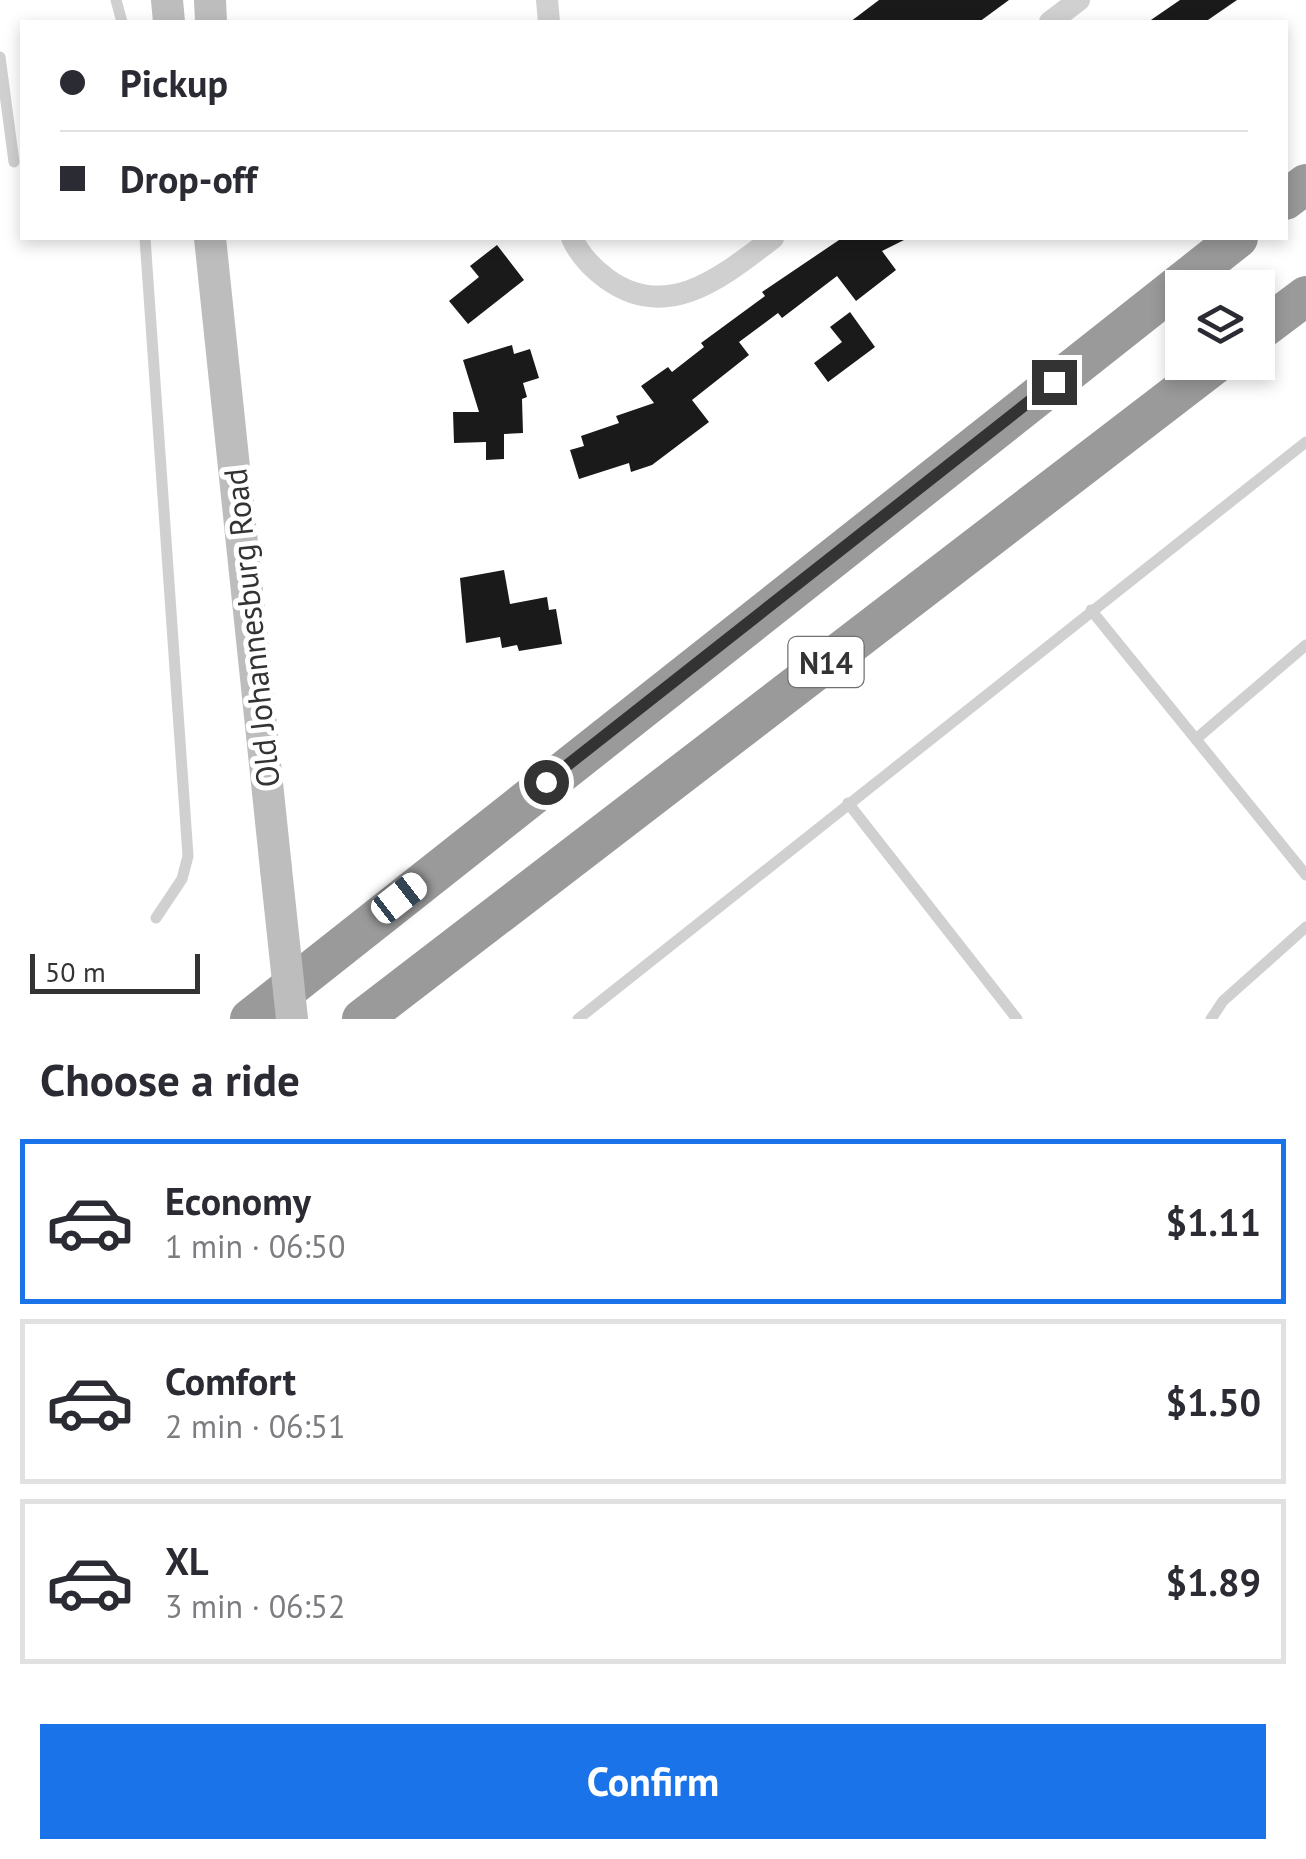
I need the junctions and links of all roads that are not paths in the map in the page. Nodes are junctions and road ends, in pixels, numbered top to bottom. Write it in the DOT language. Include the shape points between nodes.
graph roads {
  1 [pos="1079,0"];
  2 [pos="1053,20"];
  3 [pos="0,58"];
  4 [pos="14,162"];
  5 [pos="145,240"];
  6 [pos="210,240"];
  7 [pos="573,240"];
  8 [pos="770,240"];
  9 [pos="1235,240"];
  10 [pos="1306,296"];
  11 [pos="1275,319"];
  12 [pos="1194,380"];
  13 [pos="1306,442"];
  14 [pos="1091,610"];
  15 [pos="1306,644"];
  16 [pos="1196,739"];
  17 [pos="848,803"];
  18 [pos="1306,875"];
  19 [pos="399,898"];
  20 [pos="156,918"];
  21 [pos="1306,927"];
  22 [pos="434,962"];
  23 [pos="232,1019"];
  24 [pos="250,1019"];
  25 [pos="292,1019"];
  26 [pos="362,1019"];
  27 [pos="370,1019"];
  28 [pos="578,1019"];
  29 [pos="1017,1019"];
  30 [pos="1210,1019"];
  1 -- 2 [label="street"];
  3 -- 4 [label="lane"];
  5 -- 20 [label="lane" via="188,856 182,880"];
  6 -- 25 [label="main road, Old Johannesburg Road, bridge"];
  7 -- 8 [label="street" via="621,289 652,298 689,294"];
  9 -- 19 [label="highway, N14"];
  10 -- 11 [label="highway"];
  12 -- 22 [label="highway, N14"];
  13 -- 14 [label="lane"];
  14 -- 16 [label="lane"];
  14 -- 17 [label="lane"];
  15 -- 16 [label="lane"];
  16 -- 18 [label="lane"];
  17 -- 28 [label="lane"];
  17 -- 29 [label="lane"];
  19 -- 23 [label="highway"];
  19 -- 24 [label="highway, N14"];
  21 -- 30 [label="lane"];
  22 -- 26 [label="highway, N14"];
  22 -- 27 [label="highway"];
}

==

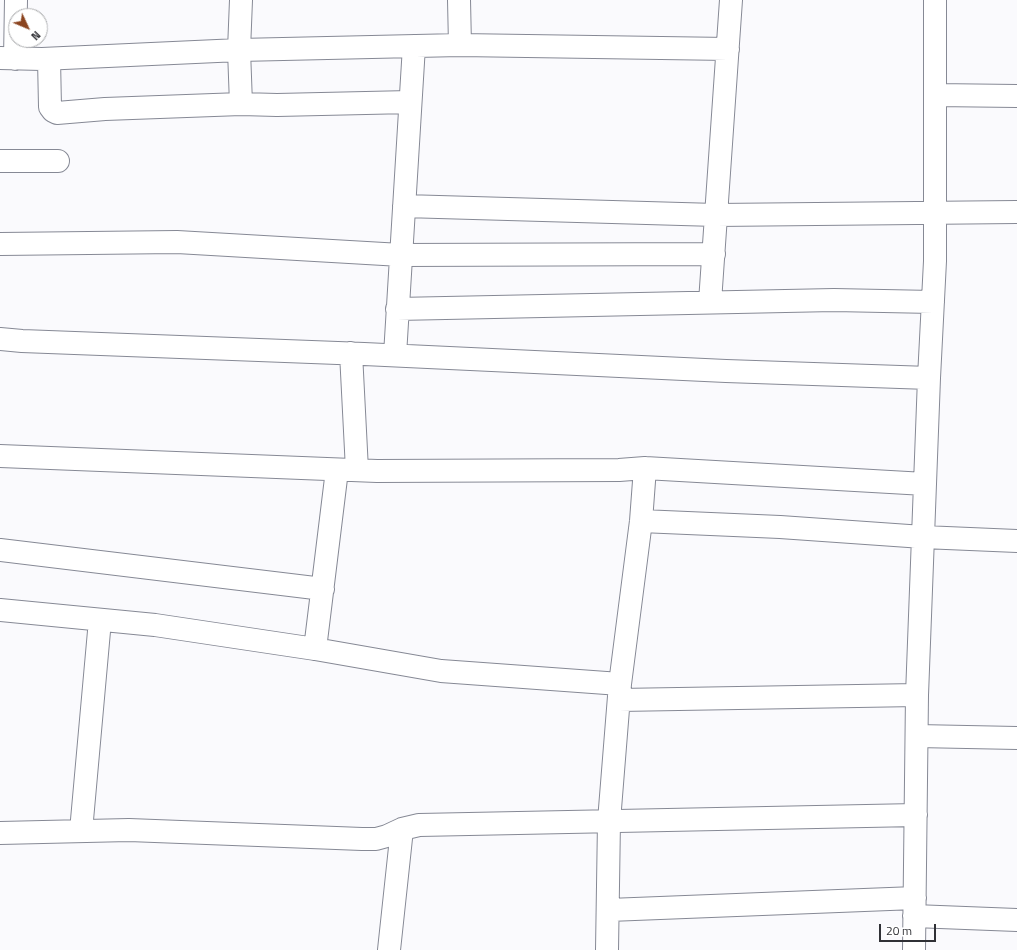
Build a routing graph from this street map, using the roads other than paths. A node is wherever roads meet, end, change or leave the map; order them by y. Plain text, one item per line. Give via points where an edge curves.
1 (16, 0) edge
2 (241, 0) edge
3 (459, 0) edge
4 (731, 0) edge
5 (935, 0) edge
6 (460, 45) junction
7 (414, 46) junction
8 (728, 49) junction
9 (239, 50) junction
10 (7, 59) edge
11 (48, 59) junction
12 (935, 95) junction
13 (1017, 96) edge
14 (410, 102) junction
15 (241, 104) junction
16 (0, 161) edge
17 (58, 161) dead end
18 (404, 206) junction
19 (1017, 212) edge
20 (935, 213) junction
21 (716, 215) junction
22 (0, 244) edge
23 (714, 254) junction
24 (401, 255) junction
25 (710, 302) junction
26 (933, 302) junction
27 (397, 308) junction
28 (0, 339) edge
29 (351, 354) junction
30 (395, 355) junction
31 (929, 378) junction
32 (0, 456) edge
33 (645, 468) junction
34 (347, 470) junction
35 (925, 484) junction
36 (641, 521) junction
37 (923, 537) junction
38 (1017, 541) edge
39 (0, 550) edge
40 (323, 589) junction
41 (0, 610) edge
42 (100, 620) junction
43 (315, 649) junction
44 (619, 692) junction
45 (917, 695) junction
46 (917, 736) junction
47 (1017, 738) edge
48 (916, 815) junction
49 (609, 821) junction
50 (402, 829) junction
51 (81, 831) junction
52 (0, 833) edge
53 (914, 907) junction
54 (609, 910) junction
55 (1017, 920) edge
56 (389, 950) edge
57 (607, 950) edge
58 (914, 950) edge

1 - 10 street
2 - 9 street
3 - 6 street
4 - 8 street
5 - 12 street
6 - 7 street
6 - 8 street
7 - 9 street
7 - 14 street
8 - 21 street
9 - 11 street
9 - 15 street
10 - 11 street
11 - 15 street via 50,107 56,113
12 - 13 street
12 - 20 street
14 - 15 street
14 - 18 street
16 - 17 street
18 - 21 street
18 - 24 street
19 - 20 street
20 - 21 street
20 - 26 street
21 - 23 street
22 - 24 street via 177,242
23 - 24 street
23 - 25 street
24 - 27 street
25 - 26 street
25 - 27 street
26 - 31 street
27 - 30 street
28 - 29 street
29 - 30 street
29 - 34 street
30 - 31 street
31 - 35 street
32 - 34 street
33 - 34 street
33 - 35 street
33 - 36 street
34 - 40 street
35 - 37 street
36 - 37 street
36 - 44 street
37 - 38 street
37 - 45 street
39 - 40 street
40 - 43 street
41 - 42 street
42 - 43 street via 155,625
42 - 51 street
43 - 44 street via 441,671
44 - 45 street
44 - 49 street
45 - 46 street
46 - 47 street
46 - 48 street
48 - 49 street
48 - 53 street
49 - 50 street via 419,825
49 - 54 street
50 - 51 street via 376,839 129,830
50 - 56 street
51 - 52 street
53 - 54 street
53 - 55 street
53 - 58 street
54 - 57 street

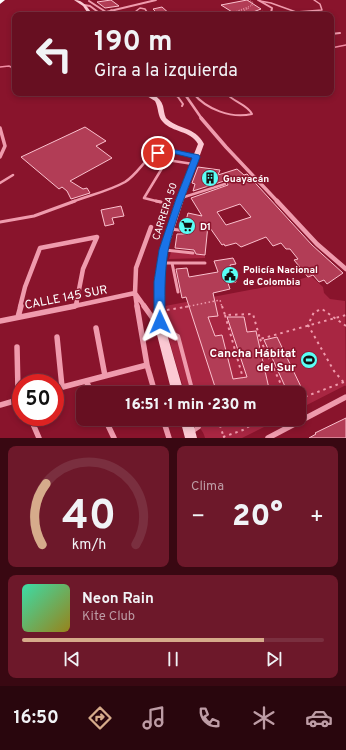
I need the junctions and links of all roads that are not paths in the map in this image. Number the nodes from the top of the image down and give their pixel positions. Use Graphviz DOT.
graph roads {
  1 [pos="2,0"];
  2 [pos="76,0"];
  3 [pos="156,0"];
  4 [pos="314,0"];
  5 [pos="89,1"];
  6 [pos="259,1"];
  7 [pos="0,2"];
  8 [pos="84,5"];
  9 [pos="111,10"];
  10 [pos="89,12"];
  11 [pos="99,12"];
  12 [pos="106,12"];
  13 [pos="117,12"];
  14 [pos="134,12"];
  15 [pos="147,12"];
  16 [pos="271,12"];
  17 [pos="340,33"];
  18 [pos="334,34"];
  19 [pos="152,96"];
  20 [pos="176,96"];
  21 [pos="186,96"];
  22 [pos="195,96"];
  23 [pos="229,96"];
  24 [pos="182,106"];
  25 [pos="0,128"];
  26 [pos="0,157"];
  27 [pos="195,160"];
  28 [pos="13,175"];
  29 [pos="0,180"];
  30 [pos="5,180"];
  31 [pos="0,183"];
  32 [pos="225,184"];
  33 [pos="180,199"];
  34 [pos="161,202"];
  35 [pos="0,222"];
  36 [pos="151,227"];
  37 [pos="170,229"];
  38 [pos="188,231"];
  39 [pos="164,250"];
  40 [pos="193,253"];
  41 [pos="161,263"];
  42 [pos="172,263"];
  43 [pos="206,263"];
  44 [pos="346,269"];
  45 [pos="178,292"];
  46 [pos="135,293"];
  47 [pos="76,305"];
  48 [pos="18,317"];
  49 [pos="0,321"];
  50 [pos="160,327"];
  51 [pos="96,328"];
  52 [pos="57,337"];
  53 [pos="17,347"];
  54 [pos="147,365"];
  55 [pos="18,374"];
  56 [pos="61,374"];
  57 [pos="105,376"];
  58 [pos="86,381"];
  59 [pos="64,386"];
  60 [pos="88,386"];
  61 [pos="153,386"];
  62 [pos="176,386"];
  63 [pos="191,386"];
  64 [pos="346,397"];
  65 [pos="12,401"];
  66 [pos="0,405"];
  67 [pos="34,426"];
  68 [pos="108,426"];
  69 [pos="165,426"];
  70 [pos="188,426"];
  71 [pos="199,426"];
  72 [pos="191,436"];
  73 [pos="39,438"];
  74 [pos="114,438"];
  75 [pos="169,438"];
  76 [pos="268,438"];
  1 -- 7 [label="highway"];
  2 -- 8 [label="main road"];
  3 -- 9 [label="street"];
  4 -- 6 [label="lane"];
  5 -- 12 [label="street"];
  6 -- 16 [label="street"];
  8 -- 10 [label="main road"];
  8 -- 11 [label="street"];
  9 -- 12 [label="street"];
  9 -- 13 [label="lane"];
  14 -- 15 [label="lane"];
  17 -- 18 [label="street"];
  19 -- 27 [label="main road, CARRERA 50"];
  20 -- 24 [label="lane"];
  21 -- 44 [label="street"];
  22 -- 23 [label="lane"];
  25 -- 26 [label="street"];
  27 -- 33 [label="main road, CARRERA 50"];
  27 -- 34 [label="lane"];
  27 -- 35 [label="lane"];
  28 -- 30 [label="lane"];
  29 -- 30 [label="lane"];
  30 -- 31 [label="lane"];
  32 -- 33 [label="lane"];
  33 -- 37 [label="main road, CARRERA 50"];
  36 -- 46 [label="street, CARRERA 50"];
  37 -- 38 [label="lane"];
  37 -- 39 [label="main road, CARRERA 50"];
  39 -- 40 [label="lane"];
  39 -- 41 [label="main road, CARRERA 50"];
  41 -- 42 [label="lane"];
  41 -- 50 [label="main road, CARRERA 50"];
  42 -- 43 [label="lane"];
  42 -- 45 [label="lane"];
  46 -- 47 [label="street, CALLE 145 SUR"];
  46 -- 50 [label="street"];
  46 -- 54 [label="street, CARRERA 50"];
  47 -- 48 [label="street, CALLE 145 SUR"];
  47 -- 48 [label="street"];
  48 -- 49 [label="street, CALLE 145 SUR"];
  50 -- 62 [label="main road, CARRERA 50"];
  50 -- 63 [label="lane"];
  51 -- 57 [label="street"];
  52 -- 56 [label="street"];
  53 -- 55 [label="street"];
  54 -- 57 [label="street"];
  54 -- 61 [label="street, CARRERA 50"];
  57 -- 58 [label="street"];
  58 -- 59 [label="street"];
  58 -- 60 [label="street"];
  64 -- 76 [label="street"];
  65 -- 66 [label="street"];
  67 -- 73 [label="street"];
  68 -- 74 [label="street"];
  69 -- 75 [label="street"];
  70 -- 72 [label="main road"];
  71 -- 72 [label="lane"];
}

■ **PROBLEM TO SOLVE**:
Match on "points": copy every line in the records that has it.

■ **PROBLEM SOLUTION**:
I need the junctions and links of all roads that are not paths in the map in the page. Nodes are junctions and road ends, in pixels, numbered top to bottom. Write it in the DOT language. Include the shape points between nodes.
Build a routing graph from this street map, using the roads other than paths. A node is wherever roads meet, end, change or leave the map; order them by y. Plain text, one item per line. Give via points where an edge curves.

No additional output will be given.